Provided data:
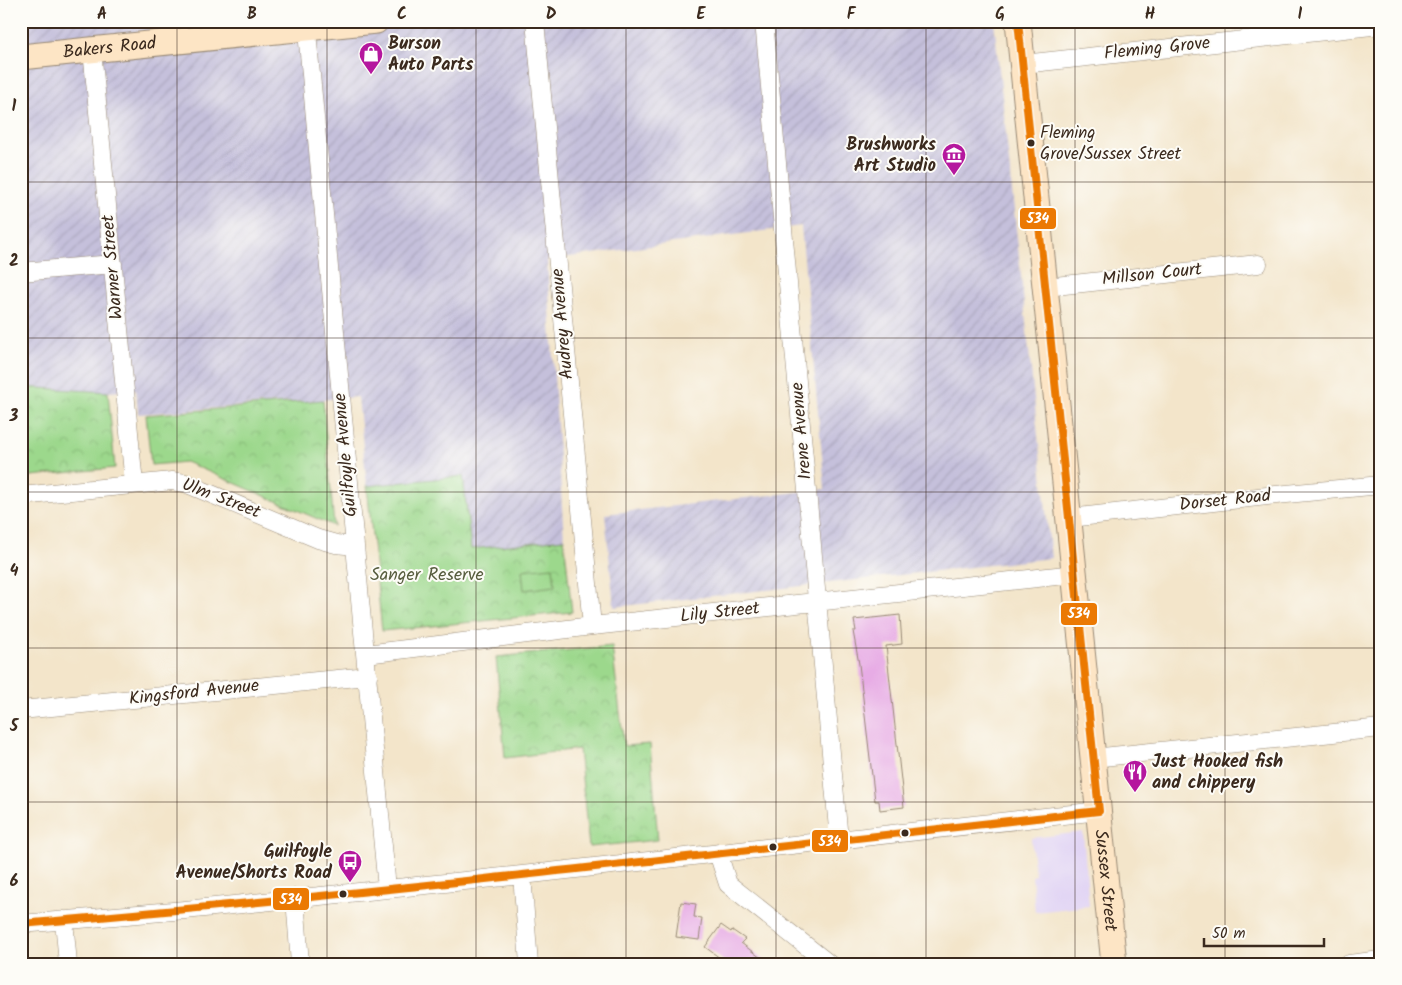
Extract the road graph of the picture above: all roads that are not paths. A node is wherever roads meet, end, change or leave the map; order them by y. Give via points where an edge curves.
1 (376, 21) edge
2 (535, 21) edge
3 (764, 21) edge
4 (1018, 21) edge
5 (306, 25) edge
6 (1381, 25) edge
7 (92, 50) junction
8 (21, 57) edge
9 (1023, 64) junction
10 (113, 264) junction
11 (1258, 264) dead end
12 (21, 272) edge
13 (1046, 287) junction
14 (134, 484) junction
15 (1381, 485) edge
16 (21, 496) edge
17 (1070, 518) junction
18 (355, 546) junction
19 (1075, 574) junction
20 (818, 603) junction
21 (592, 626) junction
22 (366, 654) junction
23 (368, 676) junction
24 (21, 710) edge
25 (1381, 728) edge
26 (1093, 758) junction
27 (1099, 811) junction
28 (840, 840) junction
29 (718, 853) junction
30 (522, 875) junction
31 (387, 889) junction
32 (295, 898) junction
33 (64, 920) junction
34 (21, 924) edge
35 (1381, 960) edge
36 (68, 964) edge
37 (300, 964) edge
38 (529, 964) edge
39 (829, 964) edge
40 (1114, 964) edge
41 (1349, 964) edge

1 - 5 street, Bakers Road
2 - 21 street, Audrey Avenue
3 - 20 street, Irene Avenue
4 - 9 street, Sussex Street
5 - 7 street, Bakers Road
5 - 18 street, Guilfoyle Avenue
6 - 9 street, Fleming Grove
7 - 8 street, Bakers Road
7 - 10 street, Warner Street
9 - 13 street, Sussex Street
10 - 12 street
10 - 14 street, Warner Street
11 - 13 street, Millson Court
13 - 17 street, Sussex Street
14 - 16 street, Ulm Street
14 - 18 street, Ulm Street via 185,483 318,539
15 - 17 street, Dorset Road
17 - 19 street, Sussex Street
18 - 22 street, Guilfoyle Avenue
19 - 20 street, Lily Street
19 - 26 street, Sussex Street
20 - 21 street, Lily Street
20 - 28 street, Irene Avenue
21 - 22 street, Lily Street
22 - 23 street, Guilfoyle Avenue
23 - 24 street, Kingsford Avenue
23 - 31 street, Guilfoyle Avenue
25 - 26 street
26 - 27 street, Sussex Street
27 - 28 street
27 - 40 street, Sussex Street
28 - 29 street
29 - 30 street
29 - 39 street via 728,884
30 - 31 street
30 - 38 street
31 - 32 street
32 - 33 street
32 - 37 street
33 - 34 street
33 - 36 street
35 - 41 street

Requirement:
Display each line of the data where "Sussex" occurs.

Response below:
4 - 9 street, Sussex Street
9 - 13 street, Sussex Street
13 - 17 street, Sussex Street
17 - 19 street, Sussex Street
19 - 26 street, Sussex Street
26 - 27 street, Sussex Street
27 - 40 street, Sussex Street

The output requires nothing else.